[ASSIGNMENT] Which lines below hold the word "Palma"? Report each one.

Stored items
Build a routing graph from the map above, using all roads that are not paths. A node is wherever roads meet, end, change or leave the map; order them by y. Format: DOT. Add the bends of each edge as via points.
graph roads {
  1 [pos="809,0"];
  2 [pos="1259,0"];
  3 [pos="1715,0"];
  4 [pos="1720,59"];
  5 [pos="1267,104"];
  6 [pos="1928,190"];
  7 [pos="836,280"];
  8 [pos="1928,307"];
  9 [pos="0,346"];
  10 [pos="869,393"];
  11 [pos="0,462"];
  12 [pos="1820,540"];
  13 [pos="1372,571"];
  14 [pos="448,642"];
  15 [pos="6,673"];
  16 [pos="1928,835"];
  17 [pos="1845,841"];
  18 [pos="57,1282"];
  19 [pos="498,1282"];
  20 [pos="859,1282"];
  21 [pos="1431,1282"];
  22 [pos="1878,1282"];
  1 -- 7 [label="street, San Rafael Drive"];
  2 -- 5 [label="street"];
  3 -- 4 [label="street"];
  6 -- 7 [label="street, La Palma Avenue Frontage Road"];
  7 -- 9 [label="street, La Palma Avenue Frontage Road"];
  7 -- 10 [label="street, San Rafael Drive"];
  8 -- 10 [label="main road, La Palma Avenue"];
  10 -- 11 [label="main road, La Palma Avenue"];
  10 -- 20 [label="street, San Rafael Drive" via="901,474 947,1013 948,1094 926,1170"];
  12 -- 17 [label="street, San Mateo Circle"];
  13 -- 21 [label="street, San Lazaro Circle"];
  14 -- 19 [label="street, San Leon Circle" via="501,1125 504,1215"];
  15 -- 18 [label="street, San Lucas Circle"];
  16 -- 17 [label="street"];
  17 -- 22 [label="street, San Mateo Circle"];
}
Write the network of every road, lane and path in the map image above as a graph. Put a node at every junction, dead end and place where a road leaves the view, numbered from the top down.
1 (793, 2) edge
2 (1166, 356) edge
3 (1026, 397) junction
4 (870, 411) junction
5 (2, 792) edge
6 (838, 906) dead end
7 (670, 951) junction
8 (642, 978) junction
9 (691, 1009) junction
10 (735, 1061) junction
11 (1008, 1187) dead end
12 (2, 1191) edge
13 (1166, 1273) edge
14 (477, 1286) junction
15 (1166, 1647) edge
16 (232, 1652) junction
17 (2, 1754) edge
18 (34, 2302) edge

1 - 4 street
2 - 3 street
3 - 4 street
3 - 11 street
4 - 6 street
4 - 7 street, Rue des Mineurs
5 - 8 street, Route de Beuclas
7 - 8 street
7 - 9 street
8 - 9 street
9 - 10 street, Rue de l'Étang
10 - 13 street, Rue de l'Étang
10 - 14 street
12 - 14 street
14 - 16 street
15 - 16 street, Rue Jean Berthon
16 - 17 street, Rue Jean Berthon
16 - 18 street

[ANSWER BELOW]
  6 -- 7 [label="street, La Palma Avenue Frontage Road"];
  7 -- 9 [label="street, La Palma Avenue Frontage Road"];
  8 -- 10 [label="main road, La Palma Avenue"];
  10 -- 11 [label="main road, La Palma Avenue"];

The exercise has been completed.